SUPPLIED MATERIAL
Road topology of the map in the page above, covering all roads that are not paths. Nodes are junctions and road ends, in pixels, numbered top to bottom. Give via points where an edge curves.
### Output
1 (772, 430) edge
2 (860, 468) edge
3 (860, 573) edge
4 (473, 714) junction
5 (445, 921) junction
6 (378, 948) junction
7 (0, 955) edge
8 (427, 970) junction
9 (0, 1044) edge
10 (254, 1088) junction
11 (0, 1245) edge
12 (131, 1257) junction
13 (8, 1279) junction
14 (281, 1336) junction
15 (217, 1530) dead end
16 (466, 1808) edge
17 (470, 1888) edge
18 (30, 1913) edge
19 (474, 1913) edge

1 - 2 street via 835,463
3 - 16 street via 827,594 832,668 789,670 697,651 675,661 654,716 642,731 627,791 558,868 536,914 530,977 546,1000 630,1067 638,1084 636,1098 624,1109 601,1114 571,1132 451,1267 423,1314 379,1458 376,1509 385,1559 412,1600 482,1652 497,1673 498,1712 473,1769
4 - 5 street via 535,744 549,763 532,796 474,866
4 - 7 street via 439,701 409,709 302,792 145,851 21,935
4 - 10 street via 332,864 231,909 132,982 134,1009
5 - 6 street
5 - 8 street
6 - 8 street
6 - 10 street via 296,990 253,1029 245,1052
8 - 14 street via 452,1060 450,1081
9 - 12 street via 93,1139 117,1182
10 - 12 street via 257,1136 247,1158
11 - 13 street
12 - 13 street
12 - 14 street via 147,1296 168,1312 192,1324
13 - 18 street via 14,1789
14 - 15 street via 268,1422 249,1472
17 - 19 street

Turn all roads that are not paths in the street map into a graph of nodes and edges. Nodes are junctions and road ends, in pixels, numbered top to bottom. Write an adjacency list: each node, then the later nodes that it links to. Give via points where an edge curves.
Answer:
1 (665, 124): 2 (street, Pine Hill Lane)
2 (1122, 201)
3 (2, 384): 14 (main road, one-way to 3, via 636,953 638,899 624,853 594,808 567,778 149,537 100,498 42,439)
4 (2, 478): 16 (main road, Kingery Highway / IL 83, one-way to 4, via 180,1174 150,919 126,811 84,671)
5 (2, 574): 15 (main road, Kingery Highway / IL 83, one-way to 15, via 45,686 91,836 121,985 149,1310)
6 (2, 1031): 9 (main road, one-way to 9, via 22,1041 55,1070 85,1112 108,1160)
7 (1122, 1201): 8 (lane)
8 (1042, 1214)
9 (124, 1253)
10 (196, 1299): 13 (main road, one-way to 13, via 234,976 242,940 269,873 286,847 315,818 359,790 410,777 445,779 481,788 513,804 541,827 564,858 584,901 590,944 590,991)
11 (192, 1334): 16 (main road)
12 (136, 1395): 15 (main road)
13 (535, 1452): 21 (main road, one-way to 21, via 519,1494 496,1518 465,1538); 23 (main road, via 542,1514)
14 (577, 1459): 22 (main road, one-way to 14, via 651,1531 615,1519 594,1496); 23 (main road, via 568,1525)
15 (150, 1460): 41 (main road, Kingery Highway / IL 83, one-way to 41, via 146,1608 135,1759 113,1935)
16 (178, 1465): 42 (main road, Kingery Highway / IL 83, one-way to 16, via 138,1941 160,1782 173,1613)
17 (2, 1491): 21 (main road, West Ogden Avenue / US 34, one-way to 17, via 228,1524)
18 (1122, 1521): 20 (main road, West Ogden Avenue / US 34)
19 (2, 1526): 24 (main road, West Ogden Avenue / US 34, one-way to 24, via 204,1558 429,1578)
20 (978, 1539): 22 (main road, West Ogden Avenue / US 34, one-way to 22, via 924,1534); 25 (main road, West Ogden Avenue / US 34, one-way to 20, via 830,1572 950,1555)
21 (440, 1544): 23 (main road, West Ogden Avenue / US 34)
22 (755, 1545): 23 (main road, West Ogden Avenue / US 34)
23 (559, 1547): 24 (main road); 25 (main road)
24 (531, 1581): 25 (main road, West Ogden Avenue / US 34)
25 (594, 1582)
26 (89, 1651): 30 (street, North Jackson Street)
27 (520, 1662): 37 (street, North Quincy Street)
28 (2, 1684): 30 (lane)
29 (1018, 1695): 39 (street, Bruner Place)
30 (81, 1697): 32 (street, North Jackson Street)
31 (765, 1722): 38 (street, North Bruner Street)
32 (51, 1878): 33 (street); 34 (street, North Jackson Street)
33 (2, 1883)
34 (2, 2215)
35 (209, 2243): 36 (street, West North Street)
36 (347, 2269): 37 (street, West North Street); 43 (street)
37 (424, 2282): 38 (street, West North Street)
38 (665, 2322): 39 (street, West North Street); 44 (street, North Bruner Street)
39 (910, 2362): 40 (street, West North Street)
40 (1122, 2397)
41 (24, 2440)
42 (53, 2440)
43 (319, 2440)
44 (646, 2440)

EXERCISE OBJECTIVE
Report each line of the listing above that uses the word "edge".

EXERCISE RESULT
Road topology of the map in the page above, covering all roads that are not paths. Nodes are junctions and road ends, in pixels, numbered top to bottom. Give via points where an edge curves.
1 (772, 430) edge
2 (860, 468) edge
3 (860, 573) edge
7 (0, 955) edge
9 (0, 1044) edge
11 (0, 1245) edge
16 (466, 1808) edge
17 (470, 1888) edge
18 (30, 1913) edge
19 (474, 1913) edge
Turn all roads that are not paths in the street map into a graph of nodes and edges. Nodes are junctions and road ends, in pixels, numbered top to bottom. Write an adjacency list: each node, then the later nodes that it links to. Give via points where an edge curves.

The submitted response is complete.